As I leaned against the wall and started listening it finally dawned on me that Dotty wasn't really saying I want to move back to south Philly, instead she was trying to tell me she wanted to feel safe and secure.
After
all, I can only assume Dotty felt very safe and secure when she lived
with her parents in south Philadelphia. She was also very happy. I
know this because she told me lots of good stories about when she was
young. Happy stories.
Once I figured out how to look beyond
the obvious and listen to what Dotty was saying, read between the
lines so to speak, I found that I was no longer disconcerted,
frustrated, or angered by her words.
I started doing two
things.
First, when Dotty said, I want to go home, I simply
responded, "okay we will look into it" or, "we will
have to go up there soon and look for a place". This seemed to
satisfy Dotty and we could move on.
The less words you say by
the way the better. If you use too many words it doesn't work very
well.
Once I started listening, I also started learning. In
this case I decided I was going to address the issue of safety and
security head on.
So I started putting my arm around Dotty and
saying things like, "I really like it here
in Delray Beach, this is a very safe and secure place to live".
Or,
wow, "its really cold today up in Philly, and here we are at the
pool, I bet they wish they could go to the pool with us. They are
freezing there butts off up there today". This usually made
Dotty laugh and smile.
I tried to layer it on thick every
chance I got. I also tried to put my arm around Dotty, my head up
against her head, and reassure her as often as I could.
After
2008, Dotty stopped saying, I want to go home.
But, on those
rare occasions when she did I though "uh oh" I better start
communicating some positives, I better get her out into the bright
light, and we need to do some things to reinforce safety, security,
and trust. I learned to cope and communicate.
Bottom line you
have to relax, listen, lean up against the wall and figure out what
your dementia patient is really saying. And then take some positive
action.
Just so you know, the result of creating a safe,
secure environment, by frequently putting your arm around your loved
one and reassuring them , by telling them it is the two of us now and
that you are going to take good care of them will likely create
the long term effect you are looking for - they will stop saying
mean, harsh, or nonsensical things. Or, say them less often.
I
cured our problem by listening, then communicating positively
with Dotty. Layer on the positive reinforcement, and get rid of the
negative you are laying out there now.
This might seem odd,
but I learned that in most cases you have to meet mean,
disconcerting, or hurtful behavior on the part of a dementia patient
with the exact opposite kind of behavior.

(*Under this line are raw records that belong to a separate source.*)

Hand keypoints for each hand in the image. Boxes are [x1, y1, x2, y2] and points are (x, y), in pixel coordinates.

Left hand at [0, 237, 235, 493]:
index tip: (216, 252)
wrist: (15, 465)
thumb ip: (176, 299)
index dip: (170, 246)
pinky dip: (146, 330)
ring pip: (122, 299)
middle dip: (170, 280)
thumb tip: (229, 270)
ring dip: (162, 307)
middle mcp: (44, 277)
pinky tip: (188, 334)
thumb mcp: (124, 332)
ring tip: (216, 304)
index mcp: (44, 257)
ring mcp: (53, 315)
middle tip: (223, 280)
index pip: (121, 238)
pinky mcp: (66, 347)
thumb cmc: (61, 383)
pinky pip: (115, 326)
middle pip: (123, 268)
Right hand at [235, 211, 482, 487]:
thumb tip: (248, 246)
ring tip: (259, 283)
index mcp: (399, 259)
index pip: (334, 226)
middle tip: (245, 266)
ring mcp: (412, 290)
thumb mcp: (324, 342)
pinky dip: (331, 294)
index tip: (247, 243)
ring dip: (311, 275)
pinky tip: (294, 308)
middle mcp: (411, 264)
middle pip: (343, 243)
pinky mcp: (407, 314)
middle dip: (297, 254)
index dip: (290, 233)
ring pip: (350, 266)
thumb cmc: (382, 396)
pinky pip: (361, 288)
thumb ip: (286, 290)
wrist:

Be kind, understanding, and lovable.
You
do what I am describing and guess what is going to happen - they will
stop engaging in the undesired behaviors and start acting more like
you. Kind and gentle. You have to go first though.
This is how
you cope and communicate with an Alzheimer's patient - give them back
the exact opposite feeling and emotion of what they give you until
they stop.
Or, just keep on doing the same old thing for the
next seven years.
Always be kinder than you feel.
It
will work if you are patient and determined.